As the Department of Defense steps up its planning and preparations, however, Republicans in the U.S. House of Representatives, including lawmakers in Kentucky and Indiana, are trying to block the way.

The Pentagon concern about climate change goes back at least more than a decade, fearing a global warming threat "as a multiplier for instability in some of the most volatile regions of the world."

Regardless of any immediate and ongoing battles, two years ago, for example, Watchdog Earth reported the military concluded that "the impacts of climate change may increase the frequency, scale, and complexity of future missions, including defense support to civil authorities while at the same time undermining the capacity of our domestic installations to support training activities."

"Our actions to increase energy and water security, including investments in energy efficiency, new technologies, and renewable energy sources, will increase the resiliency of our installations and help mitigate these effects."

The military has worried about everything from low-lying military bases and airfields that could be flooded out as sea levels rise to political destabilization during crises caused by different forms of climate disruption, such as loss of drinking water supplies or extreme weather.

Climate change will aggravate problems such as poverty, social tensions, environmental degradation, ineffectual leadership and weak political institutions that threaten stability in a number of countries, according to another report from the Defense Department sent to Congress last year.

Like the Boy Scouts, the military is saying, "Be prepared." But not everyone is listening.
Ky, Ind. lawmakers hit Pentagon on climate

That's an interesting little read.
 
The United States military doesn't see climate change as a hoax.

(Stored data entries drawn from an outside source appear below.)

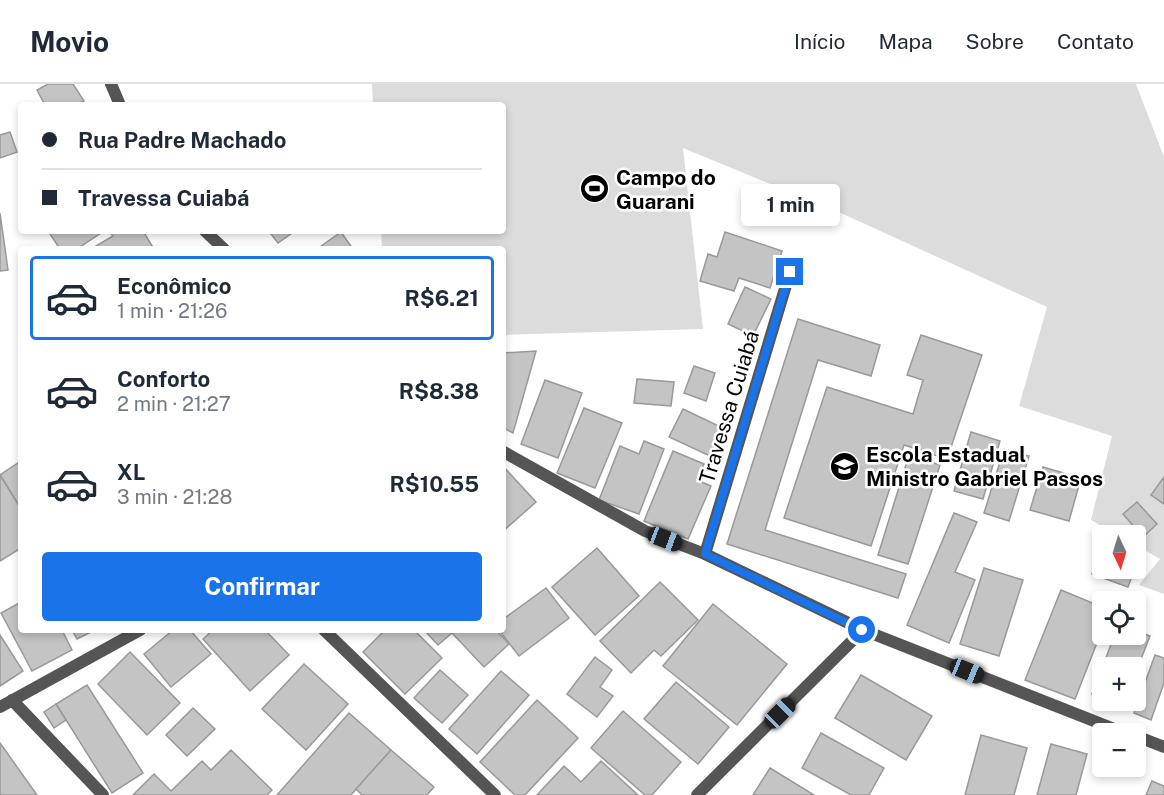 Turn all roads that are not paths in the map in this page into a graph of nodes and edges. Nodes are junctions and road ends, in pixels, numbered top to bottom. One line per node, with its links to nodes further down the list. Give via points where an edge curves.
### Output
1 (111, 84): 2 (street)
2 (119, 102)
3 (208, 234): 4 (street)
4 (221, 246)
5 (790, 272): 7 (street, Travessa Cuiabá)
6 (506, 453): 7 (street, via 645,531)
7 (705, 554): 8 (street)
8 (862, 630): 13 (street); 18 (street)
9 (135, 633): 11 (street)
10 (327, 633): 17 (street)
11 (12, 700): 12 (street); 16 (street)
12 (0, 707)
13 (1099, 723)
14 (1146, 740): 15 (street)
15 (1164, 747)
16 (104, 795)
17 (495, 795)
18 (697, 795) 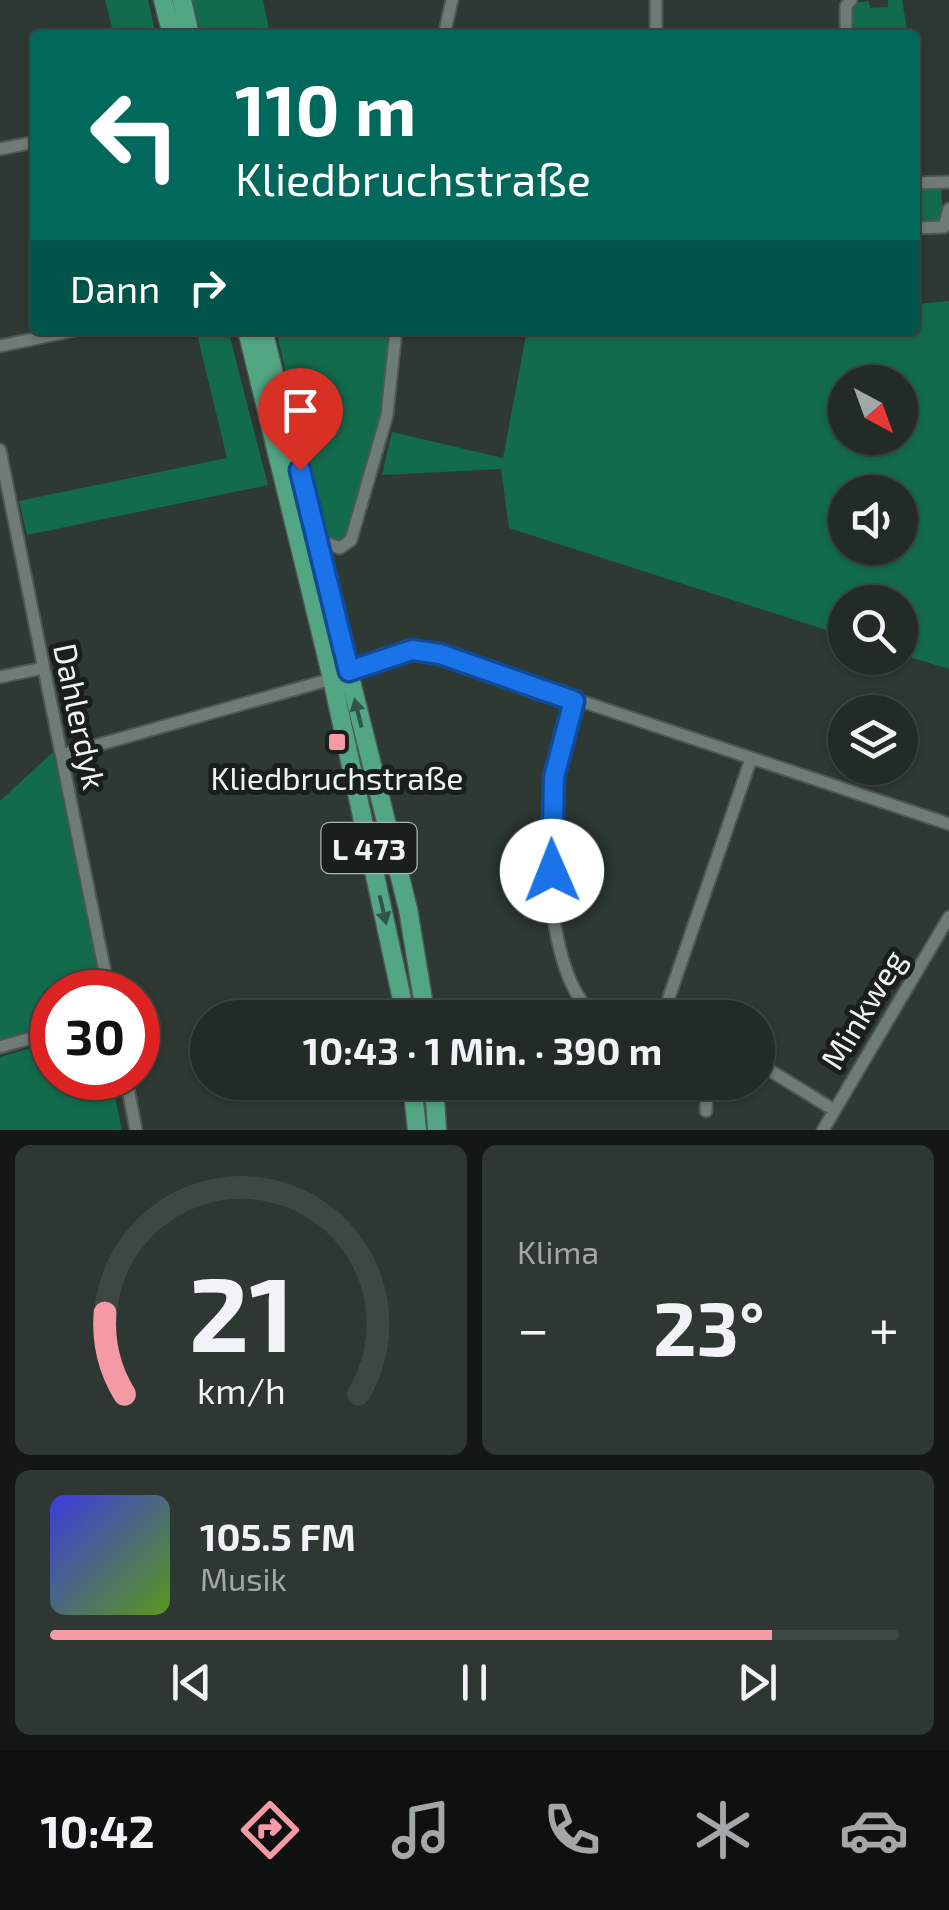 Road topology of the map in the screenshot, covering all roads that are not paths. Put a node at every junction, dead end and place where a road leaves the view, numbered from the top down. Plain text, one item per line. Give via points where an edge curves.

The US military also thinks that the four in hand knot is a professional way to tie a necktie. Unless it has to do with how to kill someone, I don't put much stock into what the US military thinks.
 
The Pentagon parroting the propaganda of the CIC, who would have thunk? LOL

They were pretty much ordered to do it. I'm sure that Global change of 0.5deg in our lifetimes is just fomenting anger and violence in EVERY region of the globe.. We've pretty much descended into the Dark Ages when something like that is blamed for all the "hot zones" in the world today..
 
The Pentagon being concerned about global warming.....err I mean climate change worries me. Wait, it's actually hot this year so are we back to global warming? Just need to be on top of the latest talking points.
 
Granny been readin' in Revelation where it says it gonna get hot fer 5 months, den Jesus comin' back...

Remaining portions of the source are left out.